● **Required action**: The records below are to be repeated exactly, minus any pictures.

● **Provided data**:
________________
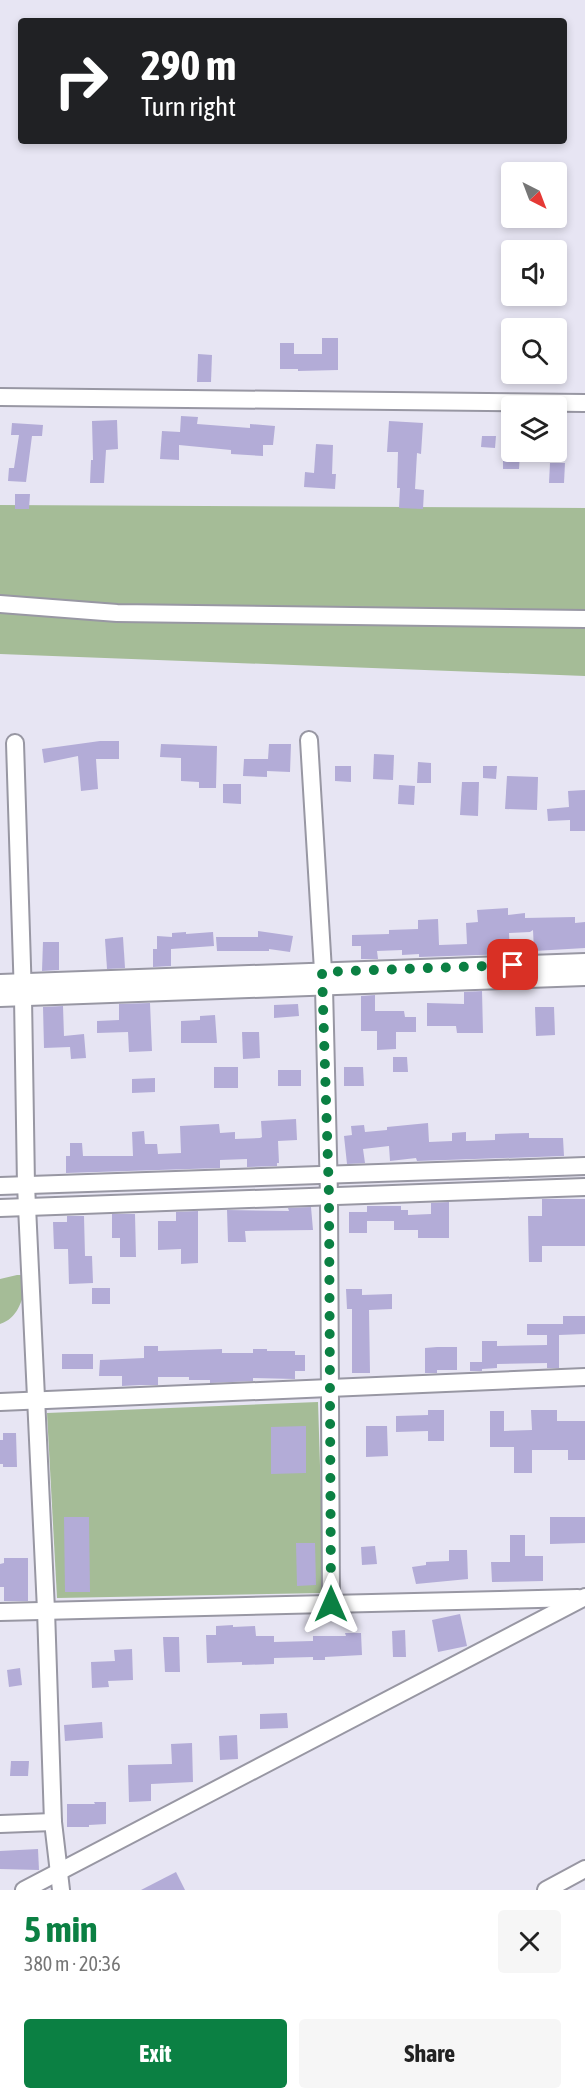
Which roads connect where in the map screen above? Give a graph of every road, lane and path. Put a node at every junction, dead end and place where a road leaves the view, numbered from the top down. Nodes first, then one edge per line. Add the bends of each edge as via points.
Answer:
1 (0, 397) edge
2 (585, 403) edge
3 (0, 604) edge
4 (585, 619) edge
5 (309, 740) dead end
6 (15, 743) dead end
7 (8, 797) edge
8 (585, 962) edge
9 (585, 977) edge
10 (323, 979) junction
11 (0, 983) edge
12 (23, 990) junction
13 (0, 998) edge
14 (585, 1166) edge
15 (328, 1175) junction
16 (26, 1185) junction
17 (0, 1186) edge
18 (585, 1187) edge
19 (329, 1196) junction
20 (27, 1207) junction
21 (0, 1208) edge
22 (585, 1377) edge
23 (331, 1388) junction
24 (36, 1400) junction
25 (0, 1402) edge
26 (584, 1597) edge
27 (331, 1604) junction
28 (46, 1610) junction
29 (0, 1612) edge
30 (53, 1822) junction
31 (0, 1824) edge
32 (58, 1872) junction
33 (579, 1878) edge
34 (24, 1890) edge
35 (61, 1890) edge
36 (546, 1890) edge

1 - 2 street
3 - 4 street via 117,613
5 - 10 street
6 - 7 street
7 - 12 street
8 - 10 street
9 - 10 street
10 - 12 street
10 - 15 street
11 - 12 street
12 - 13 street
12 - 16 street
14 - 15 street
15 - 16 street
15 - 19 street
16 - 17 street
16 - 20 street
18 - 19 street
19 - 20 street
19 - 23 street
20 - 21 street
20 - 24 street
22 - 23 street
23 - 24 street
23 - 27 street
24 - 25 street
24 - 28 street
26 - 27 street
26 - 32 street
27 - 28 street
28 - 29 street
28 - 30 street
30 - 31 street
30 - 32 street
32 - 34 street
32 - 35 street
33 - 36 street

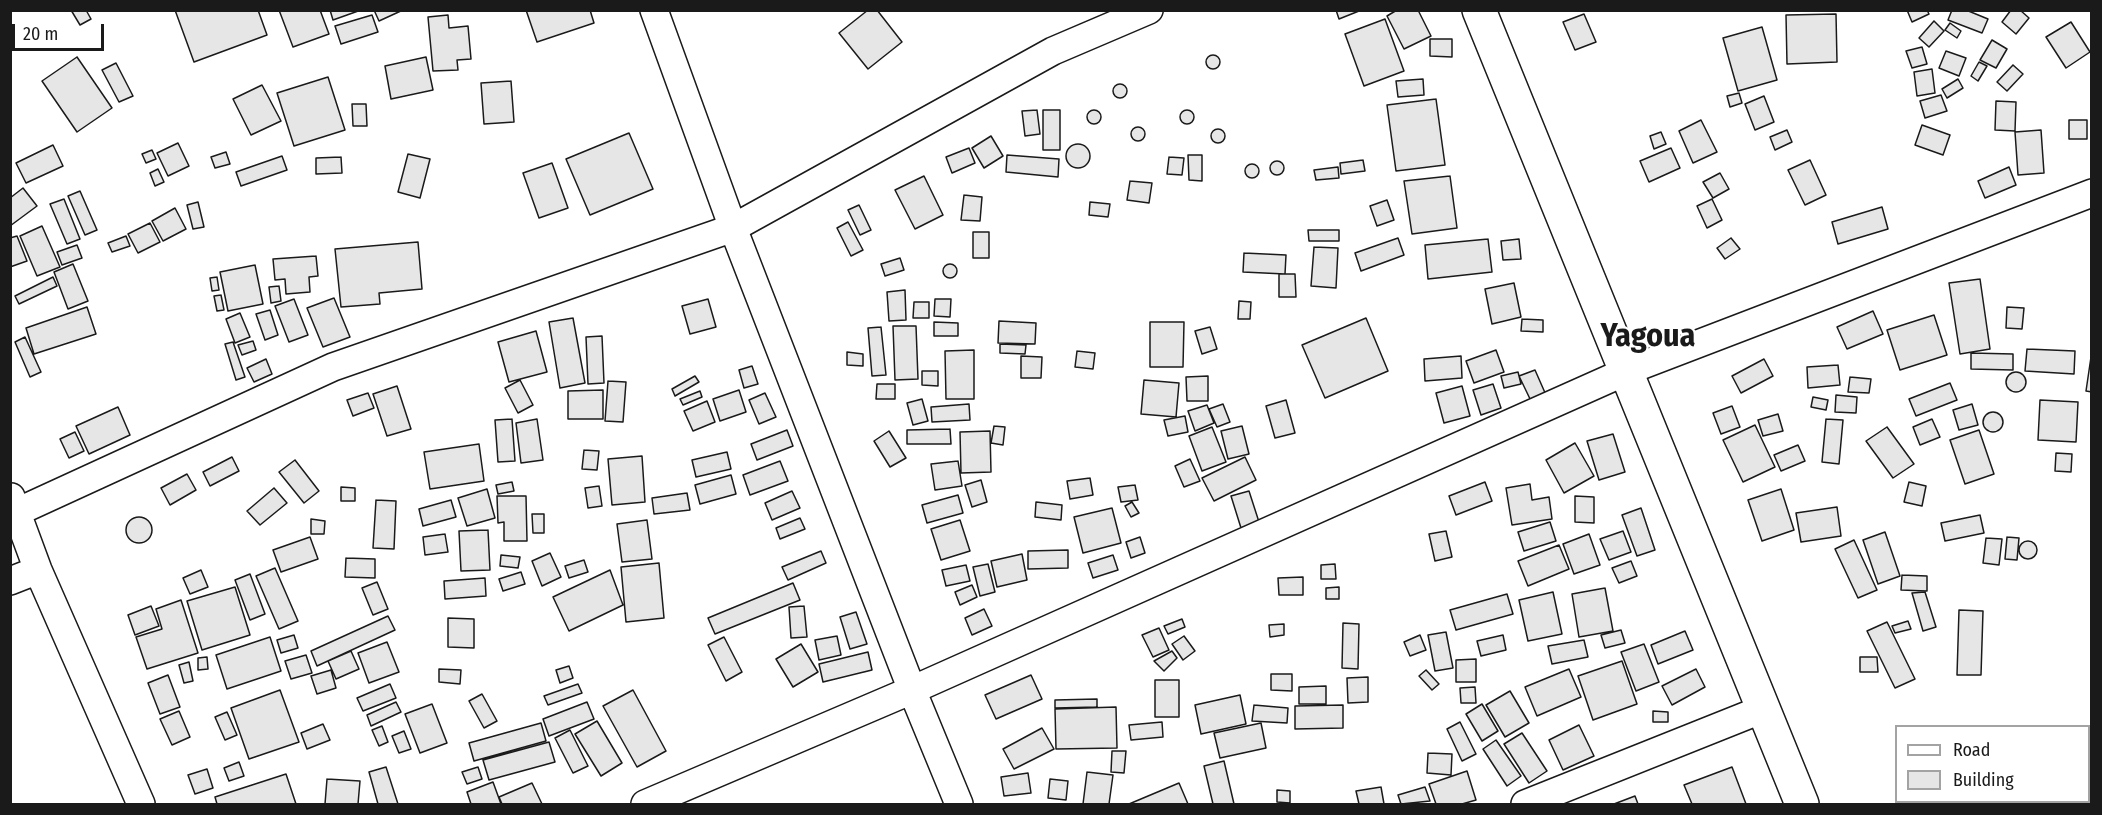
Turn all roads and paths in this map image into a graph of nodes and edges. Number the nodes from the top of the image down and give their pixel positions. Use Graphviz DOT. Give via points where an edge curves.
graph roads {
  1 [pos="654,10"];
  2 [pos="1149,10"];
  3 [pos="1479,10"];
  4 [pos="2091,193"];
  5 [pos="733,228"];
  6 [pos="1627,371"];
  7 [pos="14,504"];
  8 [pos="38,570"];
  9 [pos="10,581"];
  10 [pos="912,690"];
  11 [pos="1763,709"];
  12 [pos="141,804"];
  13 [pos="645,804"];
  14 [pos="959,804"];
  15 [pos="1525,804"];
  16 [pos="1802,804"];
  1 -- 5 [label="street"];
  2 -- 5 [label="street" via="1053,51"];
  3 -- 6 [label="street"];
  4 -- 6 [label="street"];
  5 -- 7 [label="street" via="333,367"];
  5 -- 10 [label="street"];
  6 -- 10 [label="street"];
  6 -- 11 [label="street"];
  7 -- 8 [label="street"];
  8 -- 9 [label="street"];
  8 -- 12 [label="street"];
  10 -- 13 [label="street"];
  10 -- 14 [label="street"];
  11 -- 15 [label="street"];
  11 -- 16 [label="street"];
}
________________
● **Written answer**:
Which roads connect where in the map screen above? Give a graph of every road, lane and path. Put a node at every junction, dead end and place where a road leaves the view, numbered from the top down. Nodes first, then one edge per line. Add the bends of each edge as via points.
Answer:
1 (0, 397) edge
2 (585, 403) edge
3 (0, 604) edge
4 (585, 619) edge
5 (309, 740) dead end
6 (15, 743) dead end
7 (8, 797) edge
8 (585, 962) edge
9 (585, 977) edge
10 (323, 979) junction
11 (0, 983) edge
12 (23, 990) junction
13 (0, 998) edge
14 (585, 1166) edge
15 (328, 1175) junction
16 (26, 1185) junction
17 (0, 1186) edge
18 (585, 1187) edge
19 (329, 1196) junction
20 (27, 1207) junction
21 (0, 1208) edge
22 (585, 1377) edge
23 (331, 1388) junction
24 (36, 1400) junction
25 (0, 1402) edge
26 (584, 1597) edge
27 (331, 1604) junction
28 (46, 1610) junction
29 (0, 1612) edge
30 (53, 1822) junction
31 (0, 1824) edge
32 (58, 1872) junction
33 (579, 1878) edge
34 (24, 1890) edge
35 (61, 1890) edge
36 (546, 1890) edge

1 - 2 street
3 - 4 street via 117,613
5 - 10 street
6 - 7 street
7 - 12 street
8 - 10 street
9 - 10 street
10 - 12 street
10 - 15 street
11 - 12 street
12 - 13 street
12 - 16 street
14 - 15 street
15 - 16 street
15 - 19 street
16 - 17 street
16 - 20 street
18 - 19 street
19 - 20 street
19 - 23 street
20 - 21 street
20 - 24 street
22 - 23 street
23 - 24 street
23 - 27 street
24 - 25 street
24 - 28 street
26 - 27 street
26 - 32 street
27 - 28 street
28 - 29 street
28 - 30 street
30 - 31 street
30 - 32 street
32 - 34 street
32 - 35 street
33 - 36 street

Turn all roads and paths in this map image into a graph of nodes and edges. Number the nodes from the top of the image down and give their pixel positions. Use Graphviz DOT. Give via points where an edge curves.
graph roads {
  1 [pos="654,10"];
  2 [pos="1149,10"];
  3 [pos="1479,10"];
  4 [pos="2091,193"];
  5 [pos="733,228"];
  6 [pos="1627,371"];
  7 [pos="14,504"];
  8 [pos="38,570"];
  9 [pos="10,581"];
  10 [pos="912,690"];
  11 [pos="1763,709"];
  12 [pos="141,804"];
  13 [pos="645,804"];
  14 [pos="959,804"];
  15 [pos="1525,804"];
  16 [pos="1802,804"];
  1 -- 5 [label="street"];
  2 -- 5 [label="street" via="1053,51"];
  3 -- 6 [label="street"];
  4 -- 6 [label="street"];
  5 -- 7 [label="street" via="333,367"];
  5 -- 10 [label="street"];
  6 -- 10 [label="street"];
  6 -- 11 [label="street"];
  7 -- 8 [label="street"];
  8 -- 9 [label="street"];
  8 -- 12 [label="street"];
  10 -- 13 [label="street"];
  10 -- 14 [label="street"];
  11 -- 15 [label="street"];
  11 -- 16 [label="street"];
}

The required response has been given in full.